No era auténtico (ya lo sé), pero tenía una airosa línea y un ave del paraíso, con siete plumas con los colores del arco iris en la cola, que le daban un gran empaque, una lucida y orgullosa presencia.
Aunque, al principio, pensé guardar los pedazos para pegarlos, uno a uno, con el mayor cuidado, después, cuando vi que recomponerlo era imposible, decidí tirar los pedazos, uno a uno, a la basura. Al final, Eliacim, los recogí, uno a uno, los envolví, uno a uno y cada uno en su papel de seda, y los escondí, sin que nadie me viera para no tener que andar explicando a nadie lo que a nadie le importa, en el cajón de mi armario.
En tus aniversarios siempre, Eliacim, y en los restantes días, cuando me siento aún más sola que de costumbre, me encierro en mi cuarto, abro, tarareando cualquier cancioncilla, para disimular, el armario, y contemplo y acaricio, uno a uno, los mil pedazos de aquel hermoso jarrón que estalló, sin que nadie lo tocara, el día de tu primer aniversario.

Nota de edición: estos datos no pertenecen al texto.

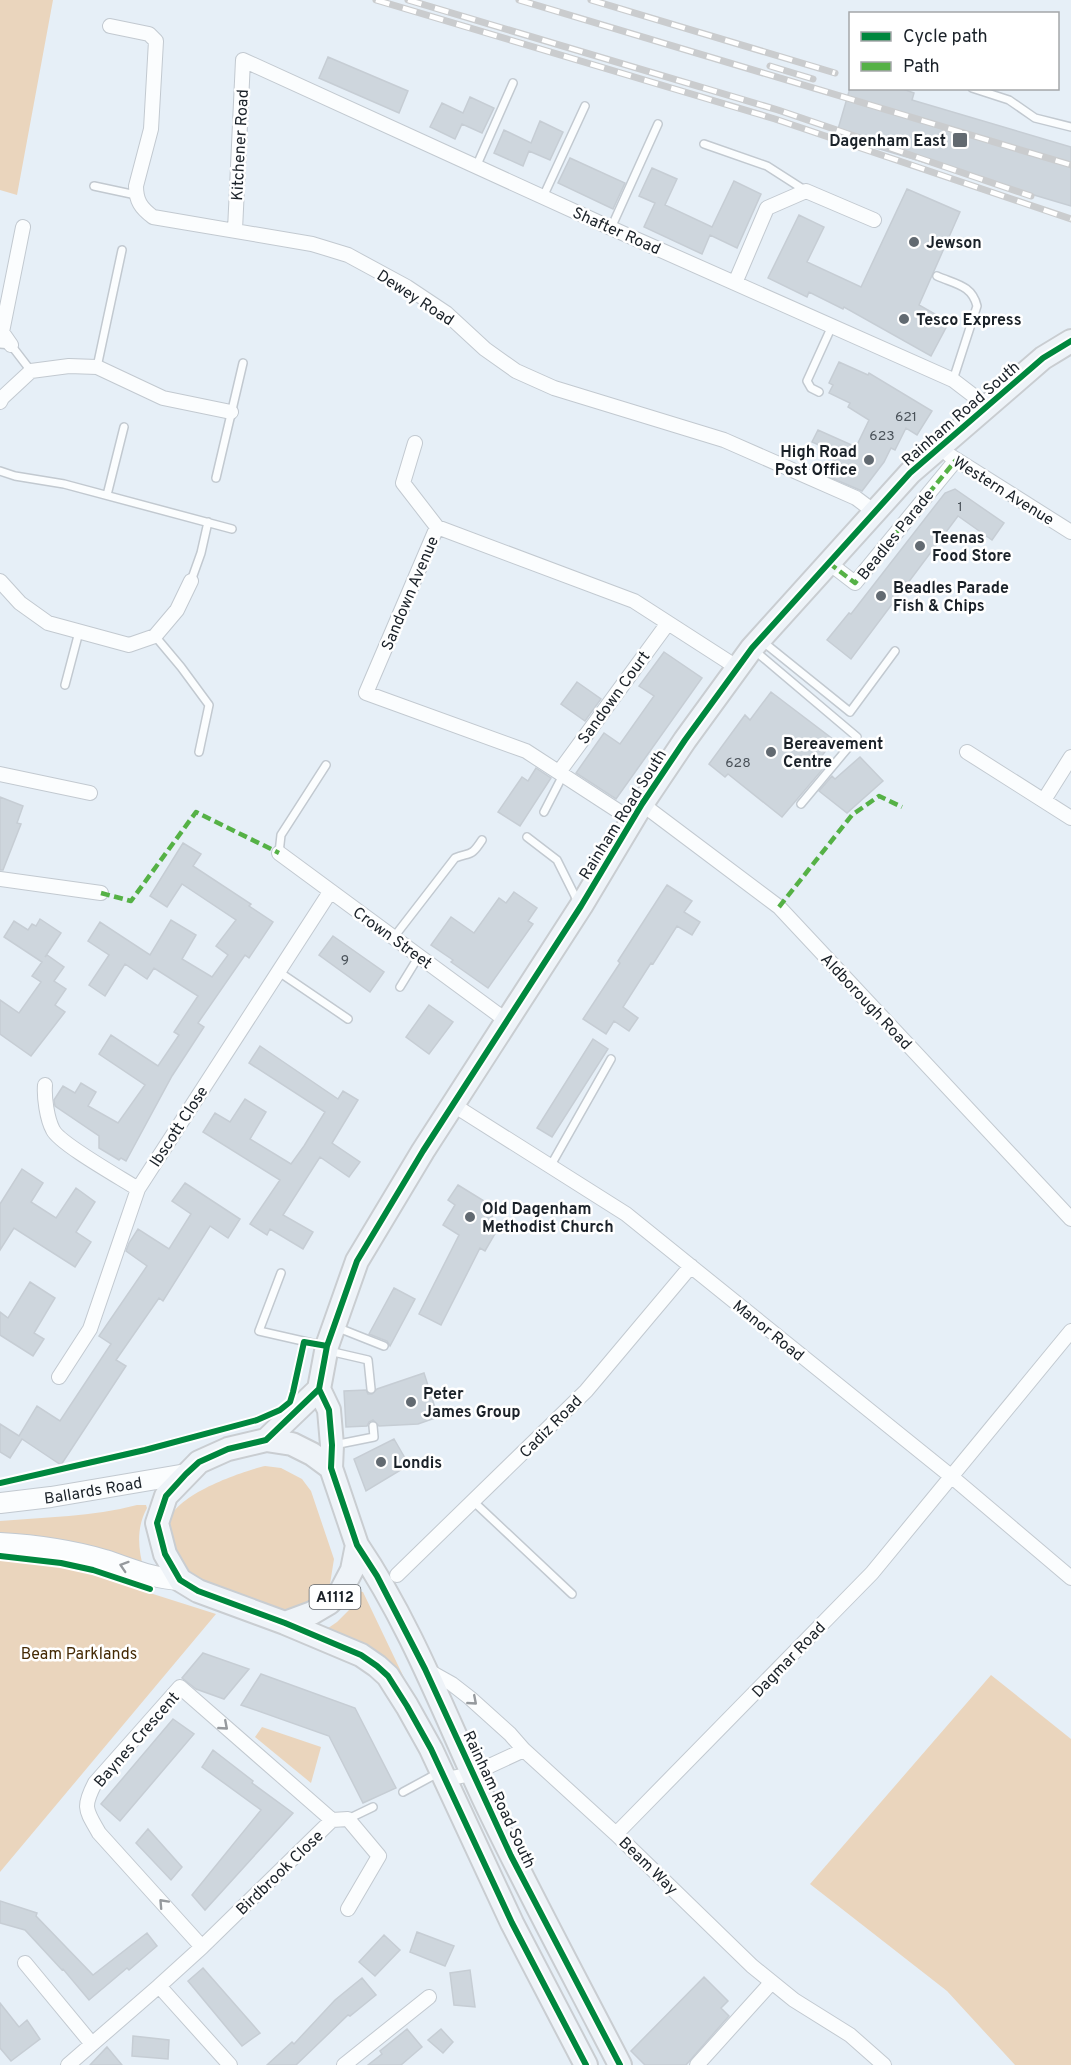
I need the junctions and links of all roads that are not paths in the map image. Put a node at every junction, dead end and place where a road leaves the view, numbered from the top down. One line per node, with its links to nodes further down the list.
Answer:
1 (110, 26): 12 (street)
2 (243, 60): 9 (street, Shafter Road); 17 (street, Kitchener Road)
3 (513, 83): 9 (lane)
4 (978, 90): 7 (lane)
5 (585, 105): 13 (lane)
6 (658, 124): 16 (lane)
7 (1071, 127)
8 (704, 144): 11 (lane)
9 (476, 167): 13 (street, Shafter Road)
10 (94, 186): 12 (lane)
11 (806, 190): 14 (street); 20 (street)
12 (136, 195): 17 (street, Dewey Road)
13 (543, 197): 16 (street, Shafter Road)
14 (874, 220)
15 (23, 227): 22 (street)
16 (611, 228): 20 (street, Shafter Road)
17 (235, 230): 38 (street, Dewey Road)
18 (122, 250): 25 (lane)
19 (937, 276): 27 (lane)
20 (735, 284): 21 (street, Shafter Road)
21 (832, 326): 27 (street, Shafter Road); 28 (lane)
22 (5, 344): 26 (lane)
23 (1069, 346): 30 (main road, Rainham Road South)
24 (243, 363): 31 (lane)
25 (97, 368): 26 (street); 31 (street)
26 (31, 371): 29 (street)
27 (953, 380): 30 (street, Shafter Road)
28 (819, 392)
29 (0, 402)
30 (987, 406): 34 (main road, Rainham Road South)
31 (231, 412): 36 (lane)
32 (124, 427): 37 (lane)
33 (415, 443): 40 (street)
34 (947, 453): 38 (main road, Rainham Road South); 42 (street, Western Avenue); 43 (street, Beadles Parade)
35 (0, 471): 37 (lane)
36 (216, 478)
37 (107, 495): 39 (lane)
38 (876, 513): 43 (main road, Rainham Road South)
39 (208, 522): 41 (lane); 45 (lane)
40 (437, 527): 46 (street, Sandown Avenue); 57 (street, Sandown Avenue)
41 (232, 529)
42 (1071, 532)
43 (829, 563): 49 (main road, Rainham Road South)
44 (0, 581): 47 (street)
45 (191, 581): 48 (street)
46 (668, 623): 51 (street, Sandown Avenue); 57 (street, Sandown Court)
47 (79, 632): 48 (street); 52 (lane)
48 (155, 636): 53 (lane)
49 (756, 644): 50 (lane); 51 (main road, Rainham Road South); 61 (lane)
50 (895, 651)
51 (738, 668): 63 (main road, Rainham Road South)
52 (65, 685)
53 (200, 752)
54 (967, 752): 60 (street)
55 (1071, 757): 60 (street)
56 (326, 765): 67 (lane)
57 (561, 773): 62 (lane); 63 (street, Sandown Avenue)
58 (0, 774): 59 (street)
59 (90, 793)
60 (1044, 800): 64 (street)
61 (801, 804)
62 (544, 812)
63 (637, 812): 71 (main road, Rainham Road South); 83 (street, Aldborough Road)
64 (1071, 818)
65 (527, 837): 71 (lane)
66 (482, 840): 72 (lane)
67 (279, 853): 69 (street, Crown Street)
68 (0, 879): 70 (street)
69 (330, 892): 72 (street, Crown Street); 74 (street, Ibscott Close)
70 (101, 893)
71 (581, 906): 77 (main road, Rainham Road South)
72 (394, 937): 73 (street, Crown Street)
73 (419, 956): 75 (lane); 77 (street, Crown Street)
74 (279, 972): 76 (lane); 82 (street, Ibscott Close)
75 (400, 987)
76 (348, 1019)
77 (507, 1021): 80 (main road, Rainham Road South)
78 (611, 1059): 81 (lane)
79 (45, 1085): 82 (street)
80 (452, 1104): 81 (street, Manor Road); 87 (main road, Rainham Road South)
81 (551, 1165): 84 (street, Manor Road)
82 (138, 1189): 89 (street, Ibscott Close)
83 (1071, 1219)
84 (691, 1266): 97 (street, Manor Road); 98 (street, Cadiz Road)
85 (281, 1273): 87 (lane)
86 (1071, 1331): 97 (street)
87 (329, 1341): 88 (lane); 90 (main road, Rainham Road South); 91 (lane)
88 (384, 1346)
89 (59, 1377)
90 (319, 1389): 93 (main road); 94 (main road, A1112)
91 (371, 1389)
92 (373, 1426): 94 (lane)
93 (266, 1440): 95 (main road); 96 (main road)
94 (332, 1445): 95 (main road, A1112)
95 (331, 1468): 101 (main road, A1112)
96 (186, 1474): 99 (main road, Ballards Road); 104 (main road)
97 (952, 1477): 103 (street, Manor Road); 115 (street, Dagmar Road)
98 (474, 1502): 102 (street, Cadiz Road); 105 (lane)
99 (0, 1503)
100 (0, 1543): 104 (main road, one-way to 100)
101 (357, 1545): 106 (main road, A1112); 107 (main road, Rainham Road South / A1112)
102 (398, 1575)
103 (1071, 1578)
104 (180, 1580): 106 (main road, A1112)
105 (572, 1594)
106 (285, 1623): 110 (main road, A1112)
107 (425, 1669): 108 (street, Beam Way, one-way to 108); 109 (main road, Rainham Road South / A1112)
108 (524, 1750): 109 (street); 115 (street, Beam Way)
109 (472, 1774): 110 (street); 127 (main road, Rainham Road South / A1112)
110 (444, 1775): 111 (lane); 126 (main road, A1112)
111 (403, 1792)
112 (372, 1807): 113 (lane)
113 (348, 1819): 114 (street, Birdbrook Close); 116 (street)
114 (333, 1820): 117 (street, Birdbrook Close); 117 (street, Baynes Crescent, one-way to 114)
115 (616, 1834): 119 (street, Beam Way)
116 (348, 1909)
117 (202, 1947): 120 (street, Birdbrook Close)
118 (25, 1963): 122 (street)
119 (771, 1983): 128 (street); 129 (street, Beam Way)
120 (159, 1986): 122 (street, Birdbrook Close); 124 (street)
121 (429, 1997): 125 (street)
122 (92, 2044): 123 (street, Birdbrook Close)
123 (68, 2065)
124 (230, 2065)
125 (344, 2065)
126 (586, 2065)
127 (620, 2065)
128 (697, 2065)
129 (884, 2065)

(He hecho la observación, Eliacim, de que los pedazos del jarrón estallado están calientes, muy calientes, en tus aniversarios, y después, poco a poco, se van enfriando hasta el aniversario del año siguiente, que vuelven a tener fiebre. Quizás, hijo mío, sea éste un hecho sobrenatural; en todo caso, yo no lo sé interpretar.)
El gran aprecio que tenía por aquel jarrón que, en tu primer aniversario, hijo mío, estalló en mil pedazos sin que nadie lo tocara, se me ha ido quitando. Ahora, lo que tengo en gran aprecio son sus pedazos.